Artifact classification

Name: artifact
Category: Others
Dataset: Hamid2020 (TUAR)
Objective: Multilabel classification
Split: Leave-subjects-out

Usage

neuralbench eeg artifact
Show config.yaml
# Copyright (c) Meta Platforms, Inc. and affiliates.
# All rights reserved.
#
# This source code is licensed under the license found in the
# LICENSE file in the root directory of this source tree.

data:
  study:
    source:
      name: Hamid2020Tuar
    split:
      name: SklearnSplit
      split_by: subject
      valid_split_ratio: 0.2
      test_split_ratio: 0.2
      valid_random_state: 33
      test_random_state: 33
  target:
    =replace=: true
    name: LabelEncoder
    event_types: Artifact
    event_field: state
    return_one_hot: true
    aggregation: sum
    allow_missing: true
  trigger_event_type: Eeg
  start: -1.0
  duration: 3.0
  stride: 1.0
  stride_drop_incomplete: false
  summary_columns: [state]
compute_class_weights: true
brain_model_output_size: &brain_model_output_size 5
trainer_config.monitor: val/f1_score_macro
trainer_config.mode: max
loss:
  =replace=: true
  name: BCEWithLogitsLoss
metrics: !!python/object/apply:neuralbench.defaults.metrics.get_classification_metric_configs
  - *brain_model_output_size
  - multilabel

Description

The goal of the artifact classification task is to predict whether 3-second EEG sliding windows contain one or mode of the following five artifact types [Hamid2020]:

  • eye movement (“eyem”)

  • chewing (“chew”)

  • shivers (“shiv”)

  • muscle artifact (“musc”)

  • electrode-related artifacts, i.e. electrode pop, electrostatic, or lead artifact (“elec”)
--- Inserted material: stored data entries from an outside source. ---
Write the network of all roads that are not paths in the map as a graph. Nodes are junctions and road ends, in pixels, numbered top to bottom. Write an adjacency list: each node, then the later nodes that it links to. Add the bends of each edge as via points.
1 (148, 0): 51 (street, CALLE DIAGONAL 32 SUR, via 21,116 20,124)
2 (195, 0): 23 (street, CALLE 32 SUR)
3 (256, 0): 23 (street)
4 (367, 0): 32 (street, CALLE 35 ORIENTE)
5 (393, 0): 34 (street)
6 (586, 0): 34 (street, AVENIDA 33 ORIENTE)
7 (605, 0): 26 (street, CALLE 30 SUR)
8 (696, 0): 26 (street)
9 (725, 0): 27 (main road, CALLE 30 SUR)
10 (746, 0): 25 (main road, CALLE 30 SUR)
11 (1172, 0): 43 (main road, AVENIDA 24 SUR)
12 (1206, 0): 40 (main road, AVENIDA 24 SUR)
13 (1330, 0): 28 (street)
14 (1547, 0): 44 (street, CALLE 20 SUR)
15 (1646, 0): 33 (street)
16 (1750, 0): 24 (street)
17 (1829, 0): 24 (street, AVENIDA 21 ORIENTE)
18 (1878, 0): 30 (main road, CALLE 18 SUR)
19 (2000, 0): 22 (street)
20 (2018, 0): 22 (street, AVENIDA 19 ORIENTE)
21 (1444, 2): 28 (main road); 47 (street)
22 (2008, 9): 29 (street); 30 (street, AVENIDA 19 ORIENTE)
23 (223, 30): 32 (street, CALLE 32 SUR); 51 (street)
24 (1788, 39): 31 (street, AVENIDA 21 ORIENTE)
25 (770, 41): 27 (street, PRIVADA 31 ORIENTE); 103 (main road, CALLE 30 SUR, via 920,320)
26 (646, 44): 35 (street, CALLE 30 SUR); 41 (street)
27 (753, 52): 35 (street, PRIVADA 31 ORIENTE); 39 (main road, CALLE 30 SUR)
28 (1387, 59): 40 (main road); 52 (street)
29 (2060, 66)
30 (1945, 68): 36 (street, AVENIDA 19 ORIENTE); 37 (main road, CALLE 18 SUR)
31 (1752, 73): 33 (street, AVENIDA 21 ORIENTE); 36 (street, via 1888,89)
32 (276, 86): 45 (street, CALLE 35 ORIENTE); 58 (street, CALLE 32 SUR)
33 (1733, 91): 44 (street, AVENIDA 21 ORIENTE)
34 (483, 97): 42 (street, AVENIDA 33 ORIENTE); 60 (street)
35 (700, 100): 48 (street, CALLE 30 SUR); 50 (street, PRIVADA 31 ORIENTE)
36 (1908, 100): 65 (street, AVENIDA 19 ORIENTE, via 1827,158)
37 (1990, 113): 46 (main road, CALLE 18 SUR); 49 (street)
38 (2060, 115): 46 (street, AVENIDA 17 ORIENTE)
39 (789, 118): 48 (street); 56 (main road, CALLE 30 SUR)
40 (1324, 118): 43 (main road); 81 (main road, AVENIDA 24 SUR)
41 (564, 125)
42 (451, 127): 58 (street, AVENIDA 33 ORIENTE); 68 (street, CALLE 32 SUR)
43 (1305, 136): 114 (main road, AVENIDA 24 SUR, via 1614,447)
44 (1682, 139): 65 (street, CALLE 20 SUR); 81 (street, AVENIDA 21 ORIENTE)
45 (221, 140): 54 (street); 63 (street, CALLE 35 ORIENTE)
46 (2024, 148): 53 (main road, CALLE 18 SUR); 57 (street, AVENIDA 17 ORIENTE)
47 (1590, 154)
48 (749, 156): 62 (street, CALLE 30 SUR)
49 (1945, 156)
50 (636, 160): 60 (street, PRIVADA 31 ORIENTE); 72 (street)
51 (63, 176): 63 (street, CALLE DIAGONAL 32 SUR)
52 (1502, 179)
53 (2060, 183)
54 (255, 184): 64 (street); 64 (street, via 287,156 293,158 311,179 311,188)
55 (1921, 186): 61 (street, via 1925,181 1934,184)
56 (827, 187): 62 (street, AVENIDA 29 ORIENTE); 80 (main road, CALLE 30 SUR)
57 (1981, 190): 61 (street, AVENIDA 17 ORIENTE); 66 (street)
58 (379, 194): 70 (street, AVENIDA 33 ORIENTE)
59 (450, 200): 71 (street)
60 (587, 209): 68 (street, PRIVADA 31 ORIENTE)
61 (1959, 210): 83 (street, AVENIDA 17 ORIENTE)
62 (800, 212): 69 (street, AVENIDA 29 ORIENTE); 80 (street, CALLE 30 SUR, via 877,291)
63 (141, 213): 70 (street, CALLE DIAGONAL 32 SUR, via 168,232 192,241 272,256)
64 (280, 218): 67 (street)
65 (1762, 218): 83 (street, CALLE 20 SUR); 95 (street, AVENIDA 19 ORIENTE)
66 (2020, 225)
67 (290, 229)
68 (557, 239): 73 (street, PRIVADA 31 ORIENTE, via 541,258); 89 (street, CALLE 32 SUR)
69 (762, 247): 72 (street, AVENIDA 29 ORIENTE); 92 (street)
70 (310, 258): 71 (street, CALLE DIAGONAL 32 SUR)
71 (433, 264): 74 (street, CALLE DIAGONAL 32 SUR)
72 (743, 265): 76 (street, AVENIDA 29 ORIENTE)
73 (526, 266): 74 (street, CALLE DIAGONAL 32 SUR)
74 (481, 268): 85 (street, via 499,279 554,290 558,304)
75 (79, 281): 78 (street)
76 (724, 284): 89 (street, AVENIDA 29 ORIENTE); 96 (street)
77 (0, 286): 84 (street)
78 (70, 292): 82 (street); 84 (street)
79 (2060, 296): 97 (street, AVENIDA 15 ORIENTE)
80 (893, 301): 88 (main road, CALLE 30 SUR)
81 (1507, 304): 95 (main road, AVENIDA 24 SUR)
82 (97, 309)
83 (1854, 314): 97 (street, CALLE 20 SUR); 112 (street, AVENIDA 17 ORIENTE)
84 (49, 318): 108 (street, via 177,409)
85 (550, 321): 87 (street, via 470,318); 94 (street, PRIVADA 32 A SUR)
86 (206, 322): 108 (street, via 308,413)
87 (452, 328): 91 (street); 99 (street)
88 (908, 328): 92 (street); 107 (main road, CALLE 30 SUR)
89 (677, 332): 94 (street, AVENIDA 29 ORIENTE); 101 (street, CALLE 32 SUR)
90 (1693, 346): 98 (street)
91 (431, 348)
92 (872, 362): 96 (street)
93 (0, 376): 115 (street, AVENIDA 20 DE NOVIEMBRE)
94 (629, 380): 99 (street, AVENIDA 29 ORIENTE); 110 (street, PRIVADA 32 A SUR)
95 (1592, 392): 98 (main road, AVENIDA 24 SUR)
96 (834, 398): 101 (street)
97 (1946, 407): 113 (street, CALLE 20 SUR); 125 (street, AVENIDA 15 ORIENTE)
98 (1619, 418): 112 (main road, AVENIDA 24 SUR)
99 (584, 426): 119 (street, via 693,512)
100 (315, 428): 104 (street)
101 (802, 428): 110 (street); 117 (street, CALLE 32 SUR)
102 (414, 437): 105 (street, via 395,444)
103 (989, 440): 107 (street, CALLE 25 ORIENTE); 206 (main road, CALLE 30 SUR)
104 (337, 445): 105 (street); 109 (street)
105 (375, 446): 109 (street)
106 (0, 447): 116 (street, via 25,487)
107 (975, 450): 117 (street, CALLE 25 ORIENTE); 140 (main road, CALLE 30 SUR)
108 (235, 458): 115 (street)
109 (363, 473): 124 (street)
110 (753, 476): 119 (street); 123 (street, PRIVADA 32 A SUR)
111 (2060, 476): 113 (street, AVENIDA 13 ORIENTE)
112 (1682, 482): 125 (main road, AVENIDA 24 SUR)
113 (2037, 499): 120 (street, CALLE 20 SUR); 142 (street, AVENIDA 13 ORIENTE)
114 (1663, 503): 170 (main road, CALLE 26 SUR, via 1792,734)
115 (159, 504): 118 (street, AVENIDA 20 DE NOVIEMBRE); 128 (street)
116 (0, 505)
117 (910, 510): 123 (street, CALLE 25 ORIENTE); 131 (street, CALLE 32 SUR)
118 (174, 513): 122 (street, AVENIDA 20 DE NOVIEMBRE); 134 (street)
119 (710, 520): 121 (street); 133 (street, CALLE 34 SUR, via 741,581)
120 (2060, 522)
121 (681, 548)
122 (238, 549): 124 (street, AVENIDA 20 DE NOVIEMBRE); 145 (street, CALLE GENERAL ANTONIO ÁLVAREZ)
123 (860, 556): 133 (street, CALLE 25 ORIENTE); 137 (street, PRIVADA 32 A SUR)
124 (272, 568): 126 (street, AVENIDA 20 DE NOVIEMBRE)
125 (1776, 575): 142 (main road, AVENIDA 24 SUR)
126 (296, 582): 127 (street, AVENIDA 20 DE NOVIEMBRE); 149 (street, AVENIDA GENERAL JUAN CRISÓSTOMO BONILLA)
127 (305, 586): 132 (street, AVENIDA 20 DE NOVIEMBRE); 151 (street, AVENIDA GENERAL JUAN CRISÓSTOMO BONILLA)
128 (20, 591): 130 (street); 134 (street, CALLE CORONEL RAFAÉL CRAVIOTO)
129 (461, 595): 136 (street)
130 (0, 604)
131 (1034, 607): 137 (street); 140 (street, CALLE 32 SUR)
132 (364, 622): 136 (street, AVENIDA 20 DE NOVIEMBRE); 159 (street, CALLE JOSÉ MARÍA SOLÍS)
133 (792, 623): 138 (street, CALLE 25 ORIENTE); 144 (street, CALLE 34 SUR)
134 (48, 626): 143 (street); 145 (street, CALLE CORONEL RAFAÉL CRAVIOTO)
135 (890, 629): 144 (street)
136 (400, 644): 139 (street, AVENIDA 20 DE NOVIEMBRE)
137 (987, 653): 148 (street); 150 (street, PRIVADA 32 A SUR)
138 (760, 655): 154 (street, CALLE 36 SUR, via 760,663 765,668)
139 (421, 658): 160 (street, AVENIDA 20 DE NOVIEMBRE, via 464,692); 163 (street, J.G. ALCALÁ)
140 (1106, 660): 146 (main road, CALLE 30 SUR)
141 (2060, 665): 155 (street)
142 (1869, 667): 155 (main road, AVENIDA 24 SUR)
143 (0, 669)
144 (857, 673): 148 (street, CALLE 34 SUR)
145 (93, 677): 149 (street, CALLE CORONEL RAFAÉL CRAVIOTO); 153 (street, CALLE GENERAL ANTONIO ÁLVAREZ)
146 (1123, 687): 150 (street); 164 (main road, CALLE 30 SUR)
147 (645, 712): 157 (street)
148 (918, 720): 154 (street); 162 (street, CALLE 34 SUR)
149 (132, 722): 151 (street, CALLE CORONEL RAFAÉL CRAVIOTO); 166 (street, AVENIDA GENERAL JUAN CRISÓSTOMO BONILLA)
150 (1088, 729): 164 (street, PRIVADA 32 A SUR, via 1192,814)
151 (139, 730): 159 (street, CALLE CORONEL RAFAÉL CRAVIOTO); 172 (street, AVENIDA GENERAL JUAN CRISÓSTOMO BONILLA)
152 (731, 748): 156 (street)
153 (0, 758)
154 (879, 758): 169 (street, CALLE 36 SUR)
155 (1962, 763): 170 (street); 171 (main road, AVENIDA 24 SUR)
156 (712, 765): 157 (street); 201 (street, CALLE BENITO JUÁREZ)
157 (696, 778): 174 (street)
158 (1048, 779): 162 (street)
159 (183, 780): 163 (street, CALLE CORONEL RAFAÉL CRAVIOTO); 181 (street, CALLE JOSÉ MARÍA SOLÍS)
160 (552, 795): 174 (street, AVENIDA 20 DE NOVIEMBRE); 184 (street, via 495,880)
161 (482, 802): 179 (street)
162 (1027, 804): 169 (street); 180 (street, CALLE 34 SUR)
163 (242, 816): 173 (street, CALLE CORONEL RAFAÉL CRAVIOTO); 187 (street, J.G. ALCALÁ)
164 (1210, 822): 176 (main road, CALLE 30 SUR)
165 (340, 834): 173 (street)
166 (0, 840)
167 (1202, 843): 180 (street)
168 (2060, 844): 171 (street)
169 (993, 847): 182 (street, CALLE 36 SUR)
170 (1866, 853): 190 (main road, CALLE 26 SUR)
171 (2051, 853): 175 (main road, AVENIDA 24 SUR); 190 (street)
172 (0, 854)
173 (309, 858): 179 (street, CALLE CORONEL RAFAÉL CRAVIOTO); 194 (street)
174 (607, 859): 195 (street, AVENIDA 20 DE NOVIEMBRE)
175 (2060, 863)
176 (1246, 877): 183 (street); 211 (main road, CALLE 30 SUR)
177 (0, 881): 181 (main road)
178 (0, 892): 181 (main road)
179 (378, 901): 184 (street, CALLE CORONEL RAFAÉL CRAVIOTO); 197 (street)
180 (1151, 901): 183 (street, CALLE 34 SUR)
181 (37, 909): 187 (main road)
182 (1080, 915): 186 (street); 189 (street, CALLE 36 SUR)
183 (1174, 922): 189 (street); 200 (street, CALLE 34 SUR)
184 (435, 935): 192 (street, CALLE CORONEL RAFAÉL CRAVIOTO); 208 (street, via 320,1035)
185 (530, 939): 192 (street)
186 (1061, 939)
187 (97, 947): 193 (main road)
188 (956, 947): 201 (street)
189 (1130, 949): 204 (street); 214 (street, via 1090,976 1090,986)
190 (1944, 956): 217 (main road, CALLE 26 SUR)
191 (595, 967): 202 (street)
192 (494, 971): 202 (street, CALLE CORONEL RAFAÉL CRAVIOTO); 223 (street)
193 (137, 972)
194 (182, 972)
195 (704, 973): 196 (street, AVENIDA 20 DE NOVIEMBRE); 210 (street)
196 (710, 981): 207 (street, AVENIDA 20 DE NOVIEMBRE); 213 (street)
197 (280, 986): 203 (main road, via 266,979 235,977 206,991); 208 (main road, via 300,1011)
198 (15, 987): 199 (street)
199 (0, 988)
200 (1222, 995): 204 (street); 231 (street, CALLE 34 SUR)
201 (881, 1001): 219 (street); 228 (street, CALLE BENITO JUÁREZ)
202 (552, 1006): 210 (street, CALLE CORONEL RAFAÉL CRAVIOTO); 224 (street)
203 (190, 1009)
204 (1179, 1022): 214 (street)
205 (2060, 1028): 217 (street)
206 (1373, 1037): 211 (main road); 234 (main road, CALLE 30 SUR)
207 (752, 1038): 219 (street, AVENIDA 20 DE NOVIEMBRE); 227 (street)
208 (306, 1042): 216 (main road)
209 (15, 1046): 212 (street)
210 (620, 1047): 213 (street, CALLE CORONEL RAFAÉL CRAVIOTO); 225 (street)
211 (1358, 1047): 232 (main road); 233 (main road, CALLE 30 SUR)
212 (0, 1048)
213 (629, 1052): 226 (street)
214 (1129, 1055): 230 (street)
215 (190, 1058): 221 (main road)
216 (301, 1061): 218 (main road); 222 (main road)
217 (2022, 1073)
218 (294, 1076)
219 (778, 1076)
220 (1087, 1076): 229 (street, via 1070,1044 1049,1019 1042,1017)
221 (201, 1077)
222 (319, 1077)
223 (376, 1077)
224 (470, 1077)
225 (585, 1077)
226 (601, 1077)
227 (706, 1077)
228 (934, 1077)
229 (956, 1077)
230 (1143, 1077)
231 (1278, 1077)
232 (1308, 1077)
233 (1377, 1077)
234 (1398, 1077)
Of note, the seizure annotations available in this dataset are not used in this task.

Dataset Notes

  • Following the formulation of the clinical event classification task, we adopt a multilabel classification approach to better model overlapping events. See clinical event classification.

  • For this, we break down the combined artifact events (“eyem_musc”, “musc_elec”, “eyem_elec”, etc.) into two separate events with the same start and duration.

References

[Hamid2020]

Hamid, Ahmed, et al. “The Temple University Artifact Corpus: An annotated corpus of EEG artifacts.” 2020 IEEE Signal Processing in Medicine and Biology Symposium (SPMB). IEEE, 2020.